Incumbent Auditor Thomas J. Buckley died on September 9, 1964, the night before the Democratic primary. Because no sticker campaign received enough votes to win the nomination, the Democratic State Committee chose Thaddeus M. Buczko to succeed Buckley for the Democratic nomination.

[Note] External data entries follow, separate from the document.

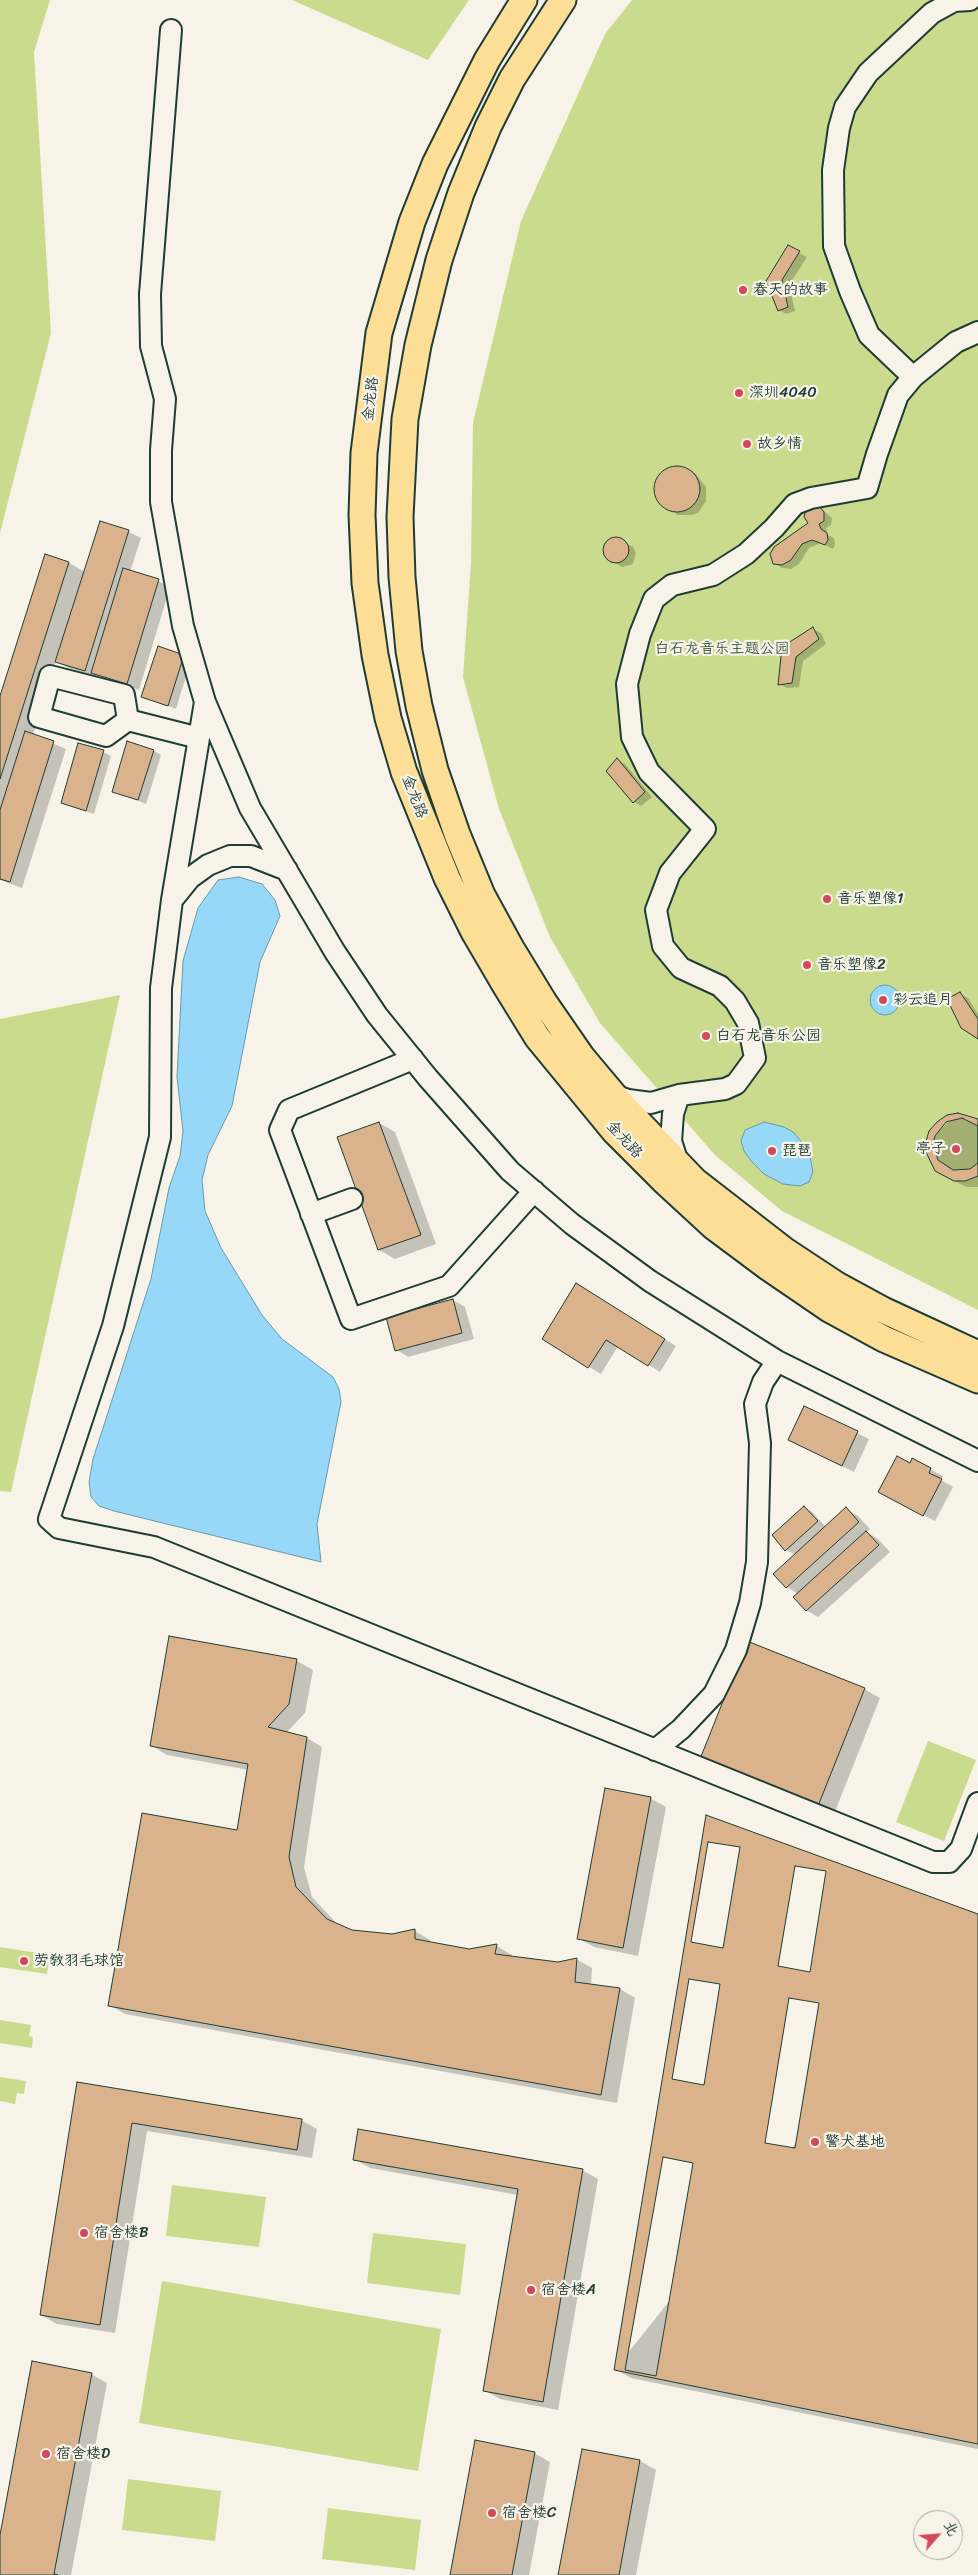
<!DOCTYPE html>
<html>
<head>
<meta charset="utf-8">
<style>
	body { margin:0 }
	#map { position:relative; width:978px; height:2575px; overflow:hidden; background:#f7f3e8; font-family:Sriracha,"LXGW WenKai TC",sans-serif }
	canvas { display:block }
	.north { position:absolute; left:913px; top:2510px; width:50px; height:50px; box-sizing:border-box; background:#f7f3e8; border:1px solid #a1aaa0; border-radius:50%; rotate:63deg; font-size:14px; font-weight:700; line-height:20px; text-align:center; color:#1f3d34 }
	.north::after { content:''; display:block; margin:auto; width:18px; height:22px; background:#d1495b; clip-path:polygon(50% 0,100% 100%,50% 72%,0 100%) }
</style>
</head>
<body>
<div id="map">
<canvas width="978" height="2575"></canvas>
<div class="north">北</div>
</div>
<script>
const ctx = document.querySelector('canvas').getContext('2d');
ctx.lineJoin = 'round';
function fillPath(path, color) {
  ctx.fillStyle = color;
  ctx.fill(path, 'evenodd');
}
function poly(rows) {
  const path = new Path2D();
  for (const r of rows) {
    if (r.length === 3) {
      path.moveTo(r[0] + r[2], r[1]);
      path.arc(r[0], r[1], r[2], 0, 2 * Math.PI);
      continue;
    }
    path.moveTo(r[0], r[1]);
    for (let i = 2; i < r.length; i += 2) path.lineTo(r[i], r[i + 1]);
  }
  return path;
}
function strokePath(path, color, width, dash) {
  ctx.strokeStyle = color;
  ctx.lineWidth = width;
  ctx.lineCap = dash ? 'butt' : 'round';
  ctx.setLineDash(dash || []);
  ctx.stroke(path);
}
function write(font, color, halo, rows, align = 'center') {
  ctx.font = font + ' Sriracha,"LXGW WenKai TC",sans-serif';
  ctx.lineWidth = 4.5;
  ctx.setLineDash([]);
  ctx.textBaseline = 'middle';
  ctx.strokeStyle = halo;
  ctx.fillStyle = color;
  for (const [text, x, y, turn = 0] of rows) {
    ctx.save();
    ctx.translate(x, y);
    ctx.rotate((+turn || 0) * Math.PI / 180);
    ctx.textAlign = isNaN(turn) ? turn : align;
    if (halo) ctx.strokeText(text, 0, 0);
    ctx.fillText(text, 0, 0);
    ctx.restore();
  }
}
fillPath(poly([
	[0,0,50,0,34,52,51,333,0,533],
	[292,0,469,0,428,60],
	[632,0,978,0,978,1310,782,1211,715,1155,600,1023,550,937,499,809,463,677,471,563,473,423,521,221,605,34],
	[120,995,11,1492,0,1491,0,1019],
	[928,1741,976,1760,944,1841,896,1822],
	[0,1947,50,1955,47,1974,0,1967],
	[0,2020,31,2025,29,2036,33,2037,32,2048,0,2043],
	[0,2077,26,2081,24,2094,17,2093,15,2104,0,2101],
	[172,2185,266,2197,259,2247,166,2236],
	[373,2233,466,2244,460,2295,367,2283],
	[162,2281,441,2329,418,2471,139,2423],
	[128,2479,221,2491,215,2541,122,2530],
	[328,2508,421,2520,415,2570,322,2559]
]), '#cbdb8e');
const water = poly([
	[239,877,262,884,275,900,280,916,260,962,232,1106,208,1155,202,1180,205,1211,221,1248,262,1315,282,1339,333,1377,339,1389,341,1402,317,1524,321,1562,114,1511,99,1506,91,1497,89,1482,93,1459,151,1279,169,1188,180,1156,183,1131,177,1077,183,961,198,908,218,880,239,877],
	[885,1000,15],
	[764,1122,784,1127,793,1132,805,1146,810,1156,813,1172,809,1182,800,1186,783,1184,764,1174,752,1162,744,1151,741,1141,745,1130,764,1122]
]);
fillPath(water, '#97d8f9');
strokePath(water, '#679aaa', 1);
fillPath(poly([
	[788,247,807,257,789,285,795,311,786,314,779,310,767,281],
	[667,468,687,468,695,473,706,487,706,501,698,513,691,515,678,515,657,500,654,486,657,478],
	[820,508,832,518,831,525,826,528,828,535,834,538,835,545,833,549,821,543,809,548,799,564,791,569,782,568,774,563,809,524],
	[101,522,129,532,141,538,130,572,158,581,170,587,139,690,97,675,97,677,68,668,56,661,33,735,66,749,22,888,0,880,0,700,69,563,85,572],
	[616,538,633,547,636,553,633,564,622,567,607,558,604,552,609,541],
	[813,629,821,633,826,644,803,661,799,687,787,688,779,684],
	[158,648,191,660,176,709,143,696],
	[154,751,161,755,146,804,113,791],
	[103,752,111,756,94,814,62,803],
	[617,760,625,764,652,797,641,806,634,802],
	[960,994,968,998,978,1014,978,1038],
	[958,1114,978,1120,978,1187,967,1187,960,1184,936,1170,930,1162,927,1141],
	[379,1123,395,1132,436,1244,395,1259,379,1250,338,1138],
	[588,1292,676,1346,660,1372,618,1346,601,1374,543,1339],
	[453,1300,465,1307,474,1339,408,1357,397,1350],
	[857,1433,869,1439,854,1472,790,1440],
	[913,1460,943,1476,941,1480,953,1487,935,1521,891,1498],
	[804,1507,812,1512,826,1527,846,1509,858,1516,870,1529,867,1532,878,1539,890,1552,818,1617,806,1610,798,1594,787,1587,775,1574,796,1555,786,1550],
	[170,1638,297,1661,313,1670,305,1713,286,1733,307,1738,322,1747,304,1867,312,1897,339,1926,352,1931,392,1935,415,1931,430,1940,430,1943,469,1951,497,1946,512,1955,512,1957,558,1964,576,1959,592,1968,591,1985,620,1989,635,1998,617,2103,125,2014,110,2005,238,1832,249,1770,167,1755,152,1746],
	[864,1689,880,1698,834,1814,718,1767],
	[650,1798,666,1807,638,1956,594,1947,578,1938],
	[978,1915,978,2449,631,2378,615,2369],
	[78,2083,301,2120,317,2129,312,2158,147,2131,115,2333,57,2324,41,2315],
	[354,2159,582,2170,598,2179,558,2410,500,2399,484,2390,518,2195,370,2168],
	[91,2374,107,2383,71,2575,0,2575,0,2541],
	[583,2450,640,2461,656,2470,636,2575,559,2575],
	[534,2453,550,2462,529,2575,451,2575]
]), '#0003');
const building = poly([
	[788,245,800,251,782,280,788,307,778,311,766,281,788,245],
	[677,489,23],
	[811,505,820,507,824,512,824,521,819,524,821,529,827,533,828,540,825,545,812,540,802,544,791,560,782,565,773,564,770,554,774,547,808,523,804,517,806,509,811,505],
	[100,521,129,530,85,671,55,662,100,521],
	[616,550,13],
	[45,554,69,562,0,779,0,696,45,554],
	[123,568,159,579,127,684,91,673,123,568],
	[813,627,819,639,796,657,792,683,778,685,782,647,813,627],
	[158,646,184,655,168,706,141,697,158,646],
	[25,731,54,741,10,882,0,879,0,810,25,731],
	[127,741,154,750,138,800,112,792,127,741],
	[78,743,104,750,86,811,61,803,78,743],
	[617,758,645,792,633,803,606,771,617,758],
	[960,992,978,1019,978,1039,961,1028,947,999,960,992],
	[958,1113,978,1119,978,1176,965,1181,954,1181,935,1171,926,1152,926,1141,929,1131,937,1122,947,1115,958,1113],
	[962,1118,978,1126,978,1163,970,1169,953,1170,938,1160,933,1144,935,1136,946,1122,962,1118],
	[379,1122,421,1235,378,1250,337,1137,379,1122],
	[576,1283,665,1339,648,1366,606,1340,588,1368,542,1339,576,1283],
	[453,1299,462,1333,395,1351,386,1317,453,1299],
	[804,1406,858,1431,842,1466,788,1440,804,1406],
	[897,1456,910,1463,912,1458,931,1468,929,1473,942,1479,923,1516,878,1492,897,1456],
	[804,1506,818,1521,785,1551,772,1535,804,1506],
	[846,1507,859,1522,786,1588,773,1574,846,1507],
	[866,1531,879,1545,806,1611,793,1597,866,1531],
	[169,1636,297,1659,289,1704,268,1727,307,1737,289,1857,296,1887,327,1919,352,1930,392,1934,415,1929,415,1939,469,1949,497,1944,495,1954,558,1962,577,1958,575,1982,620,1988,601,2095,108,2006,142,1813,237,1830,248,1764,150,1746,169,1636],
	[747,1641,865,1688,818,1806,700,1759,747,1641],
	[605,1788,651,1797,623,1948,577,1939,605,1788],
	[706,1815,978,1914,978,2444,614,2370,706,1815],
	[708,1842,740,1847,723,1948,691,1942,708,1842],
	[795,1866,826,1871,810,1972,778,1966,795,1866],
	[689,1979,720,1984,704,2085,672,2079,689,1979],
	[789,1998,819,2003,795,2148,765,2143,789,1998],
	[77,2082,302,2119,297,2150,132,2123,100,2325,40,2315,77,2082],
	[358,2129,583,2169,543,2402,483,2391,518,2189,353,2160,358,2129],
	[663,2157,693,2163,656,2376,625,2370,663,2157],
	[32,2361,92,2373,54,2574,58,2575,0,2575,0,2535,32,2361],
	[475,2440,535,2452,512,2575,450,2575,475,2440],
	[582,2449,640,2460,619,2575,558,2575,582,2449]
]);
fillPath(building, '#dab28b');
strokePath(building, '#1f3d34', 1);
const minor = poly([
	[171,30,150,294,151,346,165,399,161,450,161,502,183,626,205,702,250,808,335,952,377,1015,428,1078,510,1171,572,1224,650,1281,777,1361,978,1461],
	[913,377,956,342,978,332],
	[205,702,172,900,161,988,160,1137,113,1326,49,1519,59,1528,154,1547,933,1862,949,1862,961,1849,978,1803],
	[128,720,106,736,39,717,50,676,124,695,128,720,199,738],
	[173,899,190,878,208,865,230,856,251,856,287,870],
	[413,1059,289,1110,280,1130,351,1319,449,1286,534,1191],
	[613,1095,628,1100,651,1103,679,1095,725,1089,736,1084,755,1058,748,1023,735,1001,720,986,681,968,663,946,656,910,670,873,705,829,649,772,632,737,627,684,640,634,654,599,672,585,713,575,746,554,774,528,795,504,811,498,867,488,877,454,898,395,913,377,869,335,850,291,834,246,833,170,839,128,845,107,868,73,932,13,954,1,970,0],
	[678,1163,671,1141,673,1114,679,1095],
	[311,1214,352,1199],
	[655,1750,681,1729,714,1694,736,1650,750,1603,757,1562,760,1443,755,1404,763,1382,777,1361]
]);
const major = poly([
	[524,0,487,60,435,164,412,222,379,333,364,453,362,515,365,583,375,655,388,718,404,772,447,878,474,932,505,985,537,1037,615,1132,663,1180,714,1227,769,1268,829,1309,884,1339,978,1380],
	[563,0,512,79,488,127,461,193,439,260,418,345,405,419,400,517,402,577,409,651,419,706,435,770,457,834,482,895,511,948,544,1002,582,1057,624,1107,695,1181,784,1250,837,1285,883,1310,978,1354]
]);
strokePath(minor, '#1f3d34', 24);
strokePath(major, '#1f3d34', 29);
strokePath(minor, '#f7f3e8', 20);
strokePath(major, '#fdde96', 25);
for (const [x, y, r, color] of [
	[743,290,5,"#d1495b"],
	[739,393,5,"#d1495b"],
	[747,444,5,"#d1495b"],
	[827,899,5,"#d1495b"],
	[807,965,5,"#d1495b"],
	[883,1000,5,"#d1495b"],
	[706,1036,5,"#d1495b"],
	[956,1149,5,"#d1495b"],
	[772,1151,5,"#d1495b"],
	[24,1961,5,"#d1495b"],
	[815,2142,5,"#d1495b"],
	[84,2233,5,"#d1495b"],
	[531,2290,5,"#d1495b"],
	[46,2454,5,"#d1495b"],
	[492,2513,5,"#d1495b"]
]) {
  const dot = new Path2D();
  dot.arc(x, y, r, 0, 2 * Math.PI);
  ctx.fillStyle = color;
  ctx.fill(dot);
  strokePath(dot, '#f7f3e8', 2);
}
write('15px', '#1f3d34', '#f7f3e8', [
	["春天的故事",753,290],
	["深圳4040",749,393],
	["故乡情",757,444],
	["音乐塑像1",837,899],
	["音乐塑像2",817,965],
	["彩云追月",893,1000],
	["白石龙音乐公园",716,1036],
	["亭子",946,1149,"right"],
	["琵琶",782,1151],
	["劳教羽毛球馆",34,1961],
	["警犬基地",825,2142],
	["宿舍楼B",94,2233],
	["宿舍楼A",541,2290],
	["宿舍楼D",56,2454],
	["宿舍楼C",502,2513]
], 'left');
write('15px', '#1f3d34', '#f7f3e8', [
	["金龙路",371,399,-83],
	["金龙路",414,797,69],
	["金龙路",624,1140,47]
]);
write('15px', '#415d46', '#f7f3e8', [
	["白石龙音乐主题公园",722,649]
]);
</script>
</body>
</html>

In the general election, Buczko defeated Republican Elwynn Miller.

===Democratic primary===
====Candidates====
- Thomas J. Buckley, incumbent (died September 9, 1964)

====Results====

1964 Democratic primary for Auditor
| Party |  | Candidate | Votes | % |
|---|---|---|---|---|
|  | Democratic | Thomas J. Buckley (inc., deceased) | 375,917 | 95.95% |
|  | Write-in |  | 4,355 | 1.11% |
|  | Democratic | Rocco Antonelli (write-in) | 2,859 | 0.73% |
|  | Democratic | Richard J. Mulhern (write-in) | 2,839 | 0.73% |
|  | Democratic | Peter F. Hines (write-in) | 2,837 | 0.72% |
|  | Democratic | James Linchan (write-in) | 2,545 | 0.65% |
|  | Democratic | Raymond Rigney (write-in) | 436 | 0.11% |

====Committee vote====

Democratic Committee Vote for Replacement Nominee
| Party |  | Candidate | Votes | % |
|---|---|---|---|---|
|  | Democratic | Thaddeus M. Buczko | 40 | 56.34% |
|  | Democratic | John J. Buckley | 23 | 32.39% |
|  | Democratic | Louise Day Hicks | 7 | 9.86% |
|  | Democratic | Peter F. Hines | 1 | 1.41% |

===General election===
====Results====

1964 Massachusetts Auditor election
| Party |  | Candidate | Votes | % | ±% |
|---|---|---|---|---|---|
|  | Democratic | Thaddeus M. Buczko (incumbent) | 1,247,674 | 58.38% | −9.27 |
|  | Republican | Elwynn Miller | 868,813 | 40.66% | +9.06 |
|  | Prohibition | John C. Hedges | 11,368 | 0.53% | +0.23 |
|  | Socialist Workers | Ethelbert L. Nevens | 9,175 | 0.43% | −0.02 |
|  | Write-in |  | 9 | 0.00% | Steady |

==United States Senate==

Democrat Ted Kennedy was re-elected over Republican Howard J. Whitmore, Jr., Socialist Labor candidate Lawrence Gilfedder, and Prohibition candidate Grace F. Luder.